■ ASSIGNMENT
Each line of the data below that holds the word "nodes" is to be reported in full.

■ THE RECORDS
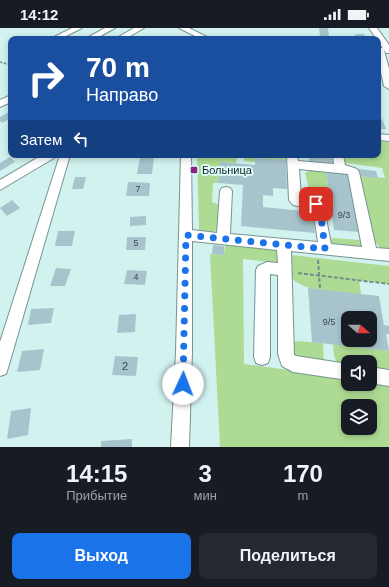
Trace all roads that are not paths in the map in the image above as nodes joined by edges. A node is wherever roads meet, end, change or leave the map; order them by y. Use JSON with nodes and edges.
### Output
{"nodes":[{"id":1,"x":78,"y":28,"type":"edge"},
{"id":2,"x":111,"y":28,"type":"edge"},
{"id":3,"x":140,"y":28,"type":"edge"},
{"id":4,"x":183,"y":28,"type":"edge"},
{"id":5,"x":61,"y":36,"type":"edge"},
{"id":6,"x":95,"y":36,"type":"edge"},
{"id":7,"x":125,"y":36,"type":"edge"},
{"id":8,"x":201,"y":36,"type":"edge"},
{"id":9,"x":384,"y":50,"type":"edge"},
{"id":10,"x":389,"y":86,"type":"edge"},
{"id":11,"x":45,"y":158,"type":"edge"},
{"id":12,"x":64,"y":158,"type":"edge"},
{"id":13,"x":186,"y":158,"type":"edge"},
{"id":14,"x":338,"y":158,"type":"edge"},
{"id":15,"x":292,"y":160,"type":"edge"},
{"id":16,"x":340,"y":168,"type":"junction"},
{"id":17,"x":0,"y":186,"type":"edge"},
{"id":18,"x":226,"y":191,"type":"dead end"},
{"id":19,"x":186,"y":235,"type":"junction"},
{"id":20,"x":223,"y":239,"type":"junction"},
{"id":21,"x":284,"y":245,"type":"junction"},
{"id":22,"x":321,"y":253,"type":"junction"},
{"id":23,"x":370,"y":253,"type":"junction"},
{"id":24,"x":389,"y":255,"type":"edge"},
{"id":25,"x":284,"y":270,"type":"junction"},
{"id":26,"x":262,"y":357,"type":"dead end"},
{"id":27,"x":0,"y":368,"type":"edge"},
{"id":28,"x":341,"y":371,"type":"edge"},
{"id":29,"x":377,"y":376,"type":"edge"},
{"id":30,"x":389,"y":378,"type":"edge"},
{"id":31,"x":180,"y":447,"type":"edge"}],
"edges":[{"from":1,"to":5,"type":"street"},
{"from":2,"to":6,"type":"street"},
{"from":3,"to":7,"type":"street"},
{"from":4,"to":8,"type":"street"},
{"from":9,"to":10,"type":"street"},
{"from":11,"to":17,"type":"street"},
{"from":12,"to":27,"type":"street"},
{"from":13,"to":19,"type":"street"},
{"from":14,"to":16,"type":"street"},
{"from":15,"to":16,"type":"street"},
{"from":15,"to":22,"type":"street"},
{"from":16,"to":23,"type":"street"},
{"from":18,"to":20,"type":"street"},
{"from":19,"to":20,"type":"street"},
{"from":19,"to":31,"type":"street"},
{"from":20,"to":21,"type":"street"},
{"from":21,"to":22,"type":"street"},
{"from":21,"to":25,"type":"street"},
{"from":22,"to":23,"type":"street"},
{"from":23,"to":24,"type":"street"},
{"from":25,"to":26,"type":"street"},
{"from":25,"to":28,"type":"street"},
{"from":29,"to":30,"type":"street"}]}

■ EXERCISE RESULT
Trace all roads that are not paths in the map in the image above as nodes joined by edges. A node is wherever roads meet, end, change or leave the map; order them by y. Use JSON with nodes and edges.
{"nodes":[{"id":1,"x":78,"y":28,"type":"edge"},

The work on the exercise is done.